The new forecasts are sharply lower than its April estimates of 6.4%, but PMEAC chairman C Rangarajan said a 5.3% expansion was "still very respectable."
Private sector economists have however, forecast lower growth for India this year. The PMEAC's projections have not always been close to actual growth figures.
Rangarajan said that despite a slowdown, there was no case for credit rating agencies to bring down India's rating, particularly in light of the string of reforms measures that have been taken over the last few months.
"The rating agencies have been talking about the reforms having been put on the back burner. But that is no longer true.
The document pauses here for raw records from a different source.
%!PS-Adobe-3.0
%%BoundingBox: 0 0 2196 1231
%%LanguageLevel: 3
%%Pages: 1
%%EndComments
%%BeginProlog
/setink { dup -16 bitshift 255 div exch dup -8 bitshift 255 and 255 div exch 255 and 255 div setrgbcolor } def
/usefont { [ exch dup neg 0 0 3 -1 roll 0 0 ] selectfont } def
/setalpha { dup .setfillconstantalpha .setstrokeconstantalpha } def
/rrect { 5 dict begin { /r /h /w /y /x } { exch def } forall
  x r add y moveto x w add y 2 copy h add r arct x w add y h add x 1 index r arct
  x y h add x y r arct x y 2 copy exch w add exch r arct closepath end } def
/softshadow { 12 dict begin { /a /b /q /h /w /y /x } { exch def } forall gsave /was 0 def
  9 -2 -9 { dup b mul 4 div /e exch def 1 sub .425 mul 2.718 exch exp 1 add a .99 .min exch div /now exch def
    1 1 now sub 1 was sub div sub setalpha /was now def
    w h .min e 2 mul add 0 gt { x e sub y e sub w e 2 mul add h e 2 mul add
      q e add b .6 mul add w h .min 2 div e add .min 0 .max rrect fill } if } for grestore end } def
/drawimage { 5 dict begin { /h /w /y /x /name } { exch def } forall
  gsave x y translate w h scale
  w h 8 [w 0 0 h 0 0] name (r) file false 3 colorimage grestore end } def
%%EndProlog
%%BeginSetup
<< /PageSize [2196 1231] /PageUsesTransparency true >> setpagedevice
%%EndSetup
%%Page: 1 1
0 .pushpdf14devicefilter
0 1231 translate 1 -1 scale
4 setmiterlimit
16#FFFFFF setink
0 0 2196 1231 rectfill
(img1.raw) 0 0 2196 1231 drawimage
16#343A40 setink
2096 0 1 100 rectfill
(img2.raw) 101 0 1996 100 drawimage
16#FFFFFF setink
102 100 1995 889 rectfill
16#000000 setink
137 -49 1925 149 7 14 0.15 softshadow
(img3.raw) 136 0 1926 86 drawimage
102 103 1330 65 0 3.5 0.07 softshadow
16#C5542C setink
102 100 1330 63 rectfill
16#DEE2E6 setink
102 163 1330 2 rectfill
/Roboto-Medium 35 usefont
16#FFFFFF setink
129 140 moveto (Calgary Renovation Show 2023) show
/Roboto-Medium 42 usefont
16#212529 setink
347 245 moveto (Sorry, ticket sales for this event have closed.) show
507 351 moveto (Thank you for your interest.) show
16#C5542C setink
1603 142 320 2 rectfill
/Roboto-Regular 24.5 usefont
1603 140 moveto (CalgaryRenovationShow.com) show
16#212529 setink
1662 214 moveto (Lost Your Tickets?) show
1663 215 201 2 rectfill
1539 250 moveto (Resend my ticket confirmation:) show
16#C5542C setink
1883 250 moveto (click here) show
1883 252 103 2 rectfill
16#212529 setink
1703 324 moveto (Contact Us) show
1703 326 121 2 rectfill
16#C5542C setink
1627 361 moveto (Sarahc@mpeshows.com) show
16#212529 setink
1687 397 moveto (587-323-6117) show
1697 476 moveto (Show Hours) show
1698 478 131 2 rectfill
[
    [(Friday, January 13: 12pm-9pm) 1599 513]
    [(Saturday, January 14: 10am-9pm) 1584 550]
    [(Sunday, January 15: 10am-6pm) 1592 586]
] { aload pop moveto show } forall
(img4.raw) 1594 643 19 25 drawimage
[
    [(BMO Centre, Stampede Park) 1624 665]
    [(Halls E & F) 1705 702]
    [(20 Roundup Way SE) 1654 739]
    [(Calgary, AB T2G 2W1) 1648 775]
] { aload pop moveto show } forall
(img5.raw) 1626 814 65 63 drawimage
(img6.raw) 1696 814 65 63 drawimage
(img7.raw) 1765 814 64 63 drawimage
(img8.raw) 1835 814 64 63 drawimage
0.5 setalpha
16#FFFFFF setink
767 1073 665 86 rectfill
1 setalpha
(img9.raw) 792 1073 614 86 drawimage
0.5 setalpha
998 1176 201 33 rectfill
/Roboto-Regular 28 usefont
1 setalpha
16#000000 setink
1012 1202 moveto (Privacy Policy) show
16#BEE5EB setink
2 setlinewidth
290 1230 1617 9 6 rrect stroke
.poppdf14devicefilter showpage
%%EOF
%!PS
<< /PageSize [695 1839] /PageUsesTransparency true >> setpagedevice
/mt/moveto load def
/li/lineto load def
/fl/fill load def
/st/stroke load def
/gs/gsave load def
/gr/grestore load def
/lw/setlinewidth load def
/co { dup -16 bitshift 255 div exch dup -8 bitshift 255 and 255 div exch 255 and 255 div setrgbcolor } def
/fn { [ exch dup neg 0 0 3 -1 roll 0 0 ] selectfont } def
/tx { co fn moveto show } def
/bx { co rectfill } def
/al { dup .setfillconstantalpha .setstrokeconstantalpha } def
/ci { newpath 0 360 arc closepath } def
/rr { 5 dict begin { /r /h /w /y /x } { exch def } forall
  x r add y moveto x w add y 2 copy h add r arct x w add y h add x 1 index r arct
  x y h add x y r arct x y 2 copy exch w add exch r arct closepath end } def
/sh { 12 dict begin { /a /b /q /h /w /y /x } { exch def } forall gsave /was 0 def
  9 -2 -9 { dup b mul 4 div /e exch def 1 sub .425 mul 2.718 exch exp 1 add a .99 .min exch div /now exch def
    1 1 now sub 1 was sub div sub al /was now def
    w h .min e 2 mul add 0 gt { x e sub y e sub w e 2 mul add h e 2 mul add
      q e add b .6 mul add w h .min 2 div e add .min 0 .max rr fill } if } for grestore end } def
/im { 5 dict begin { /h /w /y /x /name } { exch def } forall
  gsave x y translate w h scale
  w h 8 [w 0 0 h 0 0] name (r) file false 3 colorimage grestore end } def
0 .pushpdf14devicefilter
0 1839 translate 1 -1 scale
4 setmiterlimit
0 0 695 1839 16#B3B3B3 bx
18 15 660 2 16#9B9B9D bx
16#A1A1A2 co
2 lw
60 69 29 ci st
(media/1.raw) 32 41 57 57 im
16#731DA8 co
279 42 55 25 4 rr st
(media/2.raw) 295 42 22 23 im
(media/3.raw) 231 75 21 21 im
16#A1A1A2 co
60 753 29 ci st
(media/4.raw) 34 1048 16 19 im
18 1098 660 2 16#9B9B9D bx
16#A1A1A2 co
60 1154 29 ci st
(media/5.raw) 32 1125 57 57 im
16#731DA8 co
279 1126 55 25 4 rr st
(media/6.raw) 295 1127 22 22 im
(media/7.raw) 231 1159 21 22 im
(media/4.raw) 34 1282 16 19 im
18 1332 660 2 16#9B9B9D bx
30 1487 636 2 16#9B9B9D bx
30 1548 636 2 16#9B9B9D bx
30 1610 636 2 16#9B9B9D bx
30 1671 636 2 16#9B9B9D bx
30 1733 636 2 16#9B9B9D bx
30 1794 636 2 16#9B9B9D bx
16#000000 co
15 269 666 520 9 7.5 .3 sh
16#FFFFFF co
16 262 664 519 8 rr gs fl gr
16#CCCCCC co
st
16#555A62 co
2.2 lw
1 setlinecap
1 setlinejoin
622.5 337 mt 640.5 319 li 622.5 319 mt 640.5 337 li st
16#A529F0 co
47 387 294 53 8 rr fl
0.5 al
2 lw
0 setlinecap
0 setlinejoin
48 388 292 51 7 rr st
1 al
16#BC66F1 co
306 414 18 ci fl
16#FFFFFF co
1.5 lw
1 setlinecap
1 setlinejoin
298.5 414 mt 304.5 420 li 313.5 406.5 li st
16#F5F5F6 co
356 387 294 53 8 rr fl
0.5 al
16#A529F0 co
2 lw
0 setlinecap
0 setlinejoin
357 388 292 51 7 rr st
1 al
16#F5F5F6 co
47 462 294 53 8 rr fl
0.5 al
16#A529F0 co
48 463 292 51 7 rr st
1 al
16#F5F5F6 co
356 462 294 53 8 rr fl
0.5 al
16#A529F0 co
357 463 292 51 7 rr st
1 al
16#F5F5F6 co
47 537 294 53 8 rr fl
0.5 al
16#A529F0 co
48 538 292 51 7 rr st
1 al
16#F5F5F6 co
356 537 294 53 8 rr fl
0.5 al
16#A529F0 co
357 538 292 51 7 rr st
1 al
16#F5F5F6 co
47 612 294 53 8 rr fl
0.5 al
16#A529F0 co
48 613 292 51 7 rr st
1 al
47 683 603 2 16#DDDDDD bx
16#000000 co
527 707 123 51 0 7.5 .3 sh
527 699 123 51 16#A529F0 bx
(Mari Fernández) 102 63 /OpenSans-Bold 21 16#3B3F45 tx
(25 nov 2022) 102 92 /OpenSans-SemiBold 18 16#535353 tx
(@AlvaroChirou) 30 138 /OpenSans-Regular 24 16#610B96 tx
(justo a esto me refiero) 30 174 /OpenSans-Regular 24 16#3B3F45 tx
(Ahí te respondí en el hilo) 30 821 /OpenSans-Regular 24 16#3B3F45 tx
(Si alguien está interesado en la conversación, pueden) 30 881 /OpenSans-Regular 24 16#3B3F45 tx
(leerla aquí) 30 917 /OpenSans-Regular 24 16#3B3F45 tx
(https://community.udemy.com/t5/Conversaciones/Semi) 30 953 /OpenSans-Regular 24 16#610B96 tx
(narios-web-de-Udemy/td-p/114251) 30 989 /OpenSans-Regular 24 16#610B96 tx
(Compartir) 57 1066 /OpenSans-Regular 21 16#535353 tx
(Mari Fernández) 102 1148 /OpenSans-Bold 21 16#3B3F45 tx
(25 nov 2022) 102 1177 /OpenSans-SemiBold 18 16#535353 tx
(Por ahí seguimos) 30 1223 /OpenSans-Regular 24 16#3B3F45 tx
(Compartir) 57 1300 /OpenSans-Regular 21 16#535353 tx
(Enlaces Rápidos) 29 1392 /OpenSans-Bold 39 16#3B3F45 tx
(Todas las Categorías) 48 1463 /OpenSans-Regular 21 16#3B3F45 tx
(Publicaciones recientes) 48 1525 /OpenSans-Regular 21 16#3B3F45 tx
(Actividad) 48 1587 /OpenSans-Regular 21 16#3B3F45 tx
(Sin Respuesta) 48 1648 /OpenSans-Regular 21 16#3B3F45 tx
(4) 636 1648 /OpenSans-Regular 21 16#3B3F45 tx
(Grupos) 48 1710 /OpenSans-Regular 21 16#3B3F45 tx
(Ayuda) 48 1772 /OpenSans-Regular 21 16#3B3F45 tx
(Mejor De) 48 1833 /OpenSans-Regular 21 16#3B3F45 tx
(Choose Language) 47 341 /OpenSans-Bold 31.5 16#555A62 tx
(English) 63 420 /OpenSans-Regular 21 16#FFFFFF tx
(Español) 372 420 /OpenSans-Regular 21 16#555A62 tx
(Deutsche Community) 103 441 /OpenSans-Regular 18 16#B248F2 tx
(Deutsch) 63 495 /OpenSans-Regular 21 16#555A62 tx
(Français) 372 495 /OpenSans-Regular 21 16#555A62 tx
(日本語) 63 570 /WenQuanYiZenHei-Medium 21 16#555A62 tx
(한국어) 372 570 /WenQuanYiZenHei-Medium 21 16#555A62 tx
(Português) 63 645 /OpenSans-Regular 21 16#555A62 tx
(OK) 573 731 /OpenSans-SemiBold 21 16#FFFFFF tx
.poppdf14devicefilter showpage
Many important legislations were passed (recently) ... Therefore, I would think the rating agencies have no case for any downgrading," he said while releasing the ‘Economic Outlook 2013-14' report.
The report also partly blamed non-economic reasons for the sharp turnabout of India's economic growth from a heady 9%-plus to 5% last year.
"Possibly the larger part of the factors that resulted in the abrupt decline in growth flowed from non-economic factors," the PMEAC said in its report. "These created a climate of uncertainty resulting in hold-ups in projects awaiting clearances and a general deterioration in the investment climate."
Rangarajan said it was important for the Reserve Bank of India to maintain a tight monetary policy until the rupee stabilises.
RBI had taken a raft of measures including making it costlier for banks to borrow, in order to prop up the rupee which last month hit a record low of 68.85 against the US dollar.
Rangarajan said that meeting the fiscal deficit target of 4.8% of GDP in 2013-14 would be a "challenge".